Au contraire. If our job is to be true to God, how do we do that while tolerating those who aren’t true to God? How could we ever be true to God in a way that suggests we don’t know what being true to God looks like? How can we say we don’t know God’s purpose when he has revealed it in his word, and how can we say that we don’t see his grace when he has revealed himself in his son, the word incarnate? And who exactly is this “we” when we have a separation of church and state and freedom of conscience that includes in this “we” Americans who do not believe in God (or who believe in the wrong god)?

What the president said reminds me yet again of the casuistry that Ishmael in Moby Dick used to rationalize blasphemy and idolatry:

I was a good Christian; born and bred in the bosom of the infallible Presbyterian Church. How then could I unite with this wild idolator in worshipping his piece of wood? But what is worship? thought I. Do you suppose now, Ishmael, that the magnanimous God of heaven and earth – pagans and all included – can possibly be jealous of an insignificant bit of black wood? Impossible! But what is worship? – to do the will of God – that is worship. And what is the will of God? – to do to my fellow man what I would have my fellow man to do to me – that is the will of God. Now, Queequeg is my fellow man.
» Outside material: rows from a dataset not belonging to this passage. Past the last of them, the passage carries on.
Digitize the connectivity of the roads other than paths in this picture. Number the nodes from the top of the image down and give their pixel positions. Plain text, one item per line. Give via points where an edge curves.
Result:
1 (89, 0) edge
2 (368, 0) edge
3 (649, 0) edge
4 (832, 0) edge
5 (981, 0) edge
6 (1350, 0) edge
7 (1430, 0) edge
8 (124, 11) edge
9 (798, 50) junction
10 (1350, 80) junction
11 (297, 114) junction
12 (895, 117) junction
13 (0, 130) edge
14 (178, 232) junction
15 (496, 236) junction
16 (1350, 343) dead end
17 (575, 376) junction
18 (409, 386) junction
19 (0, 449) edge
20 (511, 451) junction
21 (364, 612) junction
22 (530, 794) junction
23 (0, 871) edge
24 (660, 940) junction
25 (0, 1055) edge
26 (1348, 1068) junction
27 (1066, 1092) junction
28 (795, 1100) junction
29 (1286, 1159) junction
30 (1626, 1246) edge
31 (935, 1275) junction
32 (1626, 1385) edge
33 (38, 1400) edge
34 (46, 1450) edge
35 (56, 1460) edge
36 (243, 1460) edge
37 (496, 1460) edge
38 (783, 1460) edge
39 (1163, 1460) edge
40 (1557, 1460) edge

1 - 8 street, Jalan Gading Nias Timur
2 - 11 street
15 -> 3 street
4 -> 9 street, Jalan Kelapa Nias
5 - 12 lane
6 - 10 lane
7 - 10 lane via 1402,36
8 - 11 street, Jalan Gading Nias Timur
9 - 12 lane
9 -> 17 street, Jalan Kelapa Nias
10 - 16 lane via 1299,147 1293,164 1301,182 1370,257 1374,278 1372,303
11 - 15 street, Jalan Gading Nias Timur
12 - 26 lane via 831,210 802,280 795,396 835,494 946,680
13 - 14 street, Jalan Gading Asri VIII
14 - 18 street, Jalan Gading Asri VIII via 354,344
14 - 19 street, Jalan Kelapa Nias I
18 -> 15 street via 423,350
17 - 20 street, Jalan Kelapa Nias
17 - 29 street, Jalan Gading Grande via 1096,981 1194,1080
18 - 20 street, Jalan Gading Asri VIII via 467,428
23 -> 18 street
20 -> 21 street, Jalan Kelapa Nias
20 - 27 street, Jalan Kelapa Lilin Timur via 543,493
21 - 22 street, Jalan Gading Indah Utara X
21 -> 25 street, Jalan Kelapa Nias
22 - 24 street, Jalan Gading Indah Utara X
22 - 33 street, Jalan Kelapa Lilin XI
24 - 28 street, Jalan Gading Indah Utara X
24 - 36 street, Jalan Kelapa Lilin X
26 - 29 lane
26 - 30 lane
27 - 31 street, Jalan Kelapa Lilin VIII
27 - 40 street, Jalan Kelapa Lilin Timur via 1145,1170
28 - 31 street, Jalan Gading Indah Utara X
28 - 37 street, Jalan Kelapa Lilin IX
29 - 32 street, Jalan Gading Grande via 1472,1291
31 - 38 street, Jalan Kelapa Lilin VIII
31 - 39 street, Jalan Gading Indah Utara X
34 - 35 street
And what do I wish that this Queequeg would do to me? Why, unite with me in my particular Presbyterian form of worship. Consequently, I must then unite with him in his; ergo, I must turn idolator. So I kindled the shavings; helped prop up the innocent little idol; offered him burnt biscuit with Queequeg; salamed before him twice or thrice; kissed his nose; and that done, we undressed and went to bed, at peace with our own consciences and all the world.

The challenge, then, is not to hold to Christianity, Judaism, or Islam in a way that recognizes a common religious enterprise that unites us all. It is to find a form of diligent and serious Christianity (and more) that engages believers in a common civil enterprise with other believers and unbelievers. That is what two-kingdom theology and the spirituality of the church try to do. As valuable as that remedy may be, I for one don’t want to see the president talk about it at a National Prayer Breakfast. That would do to 2k what Constantine did to Christianity.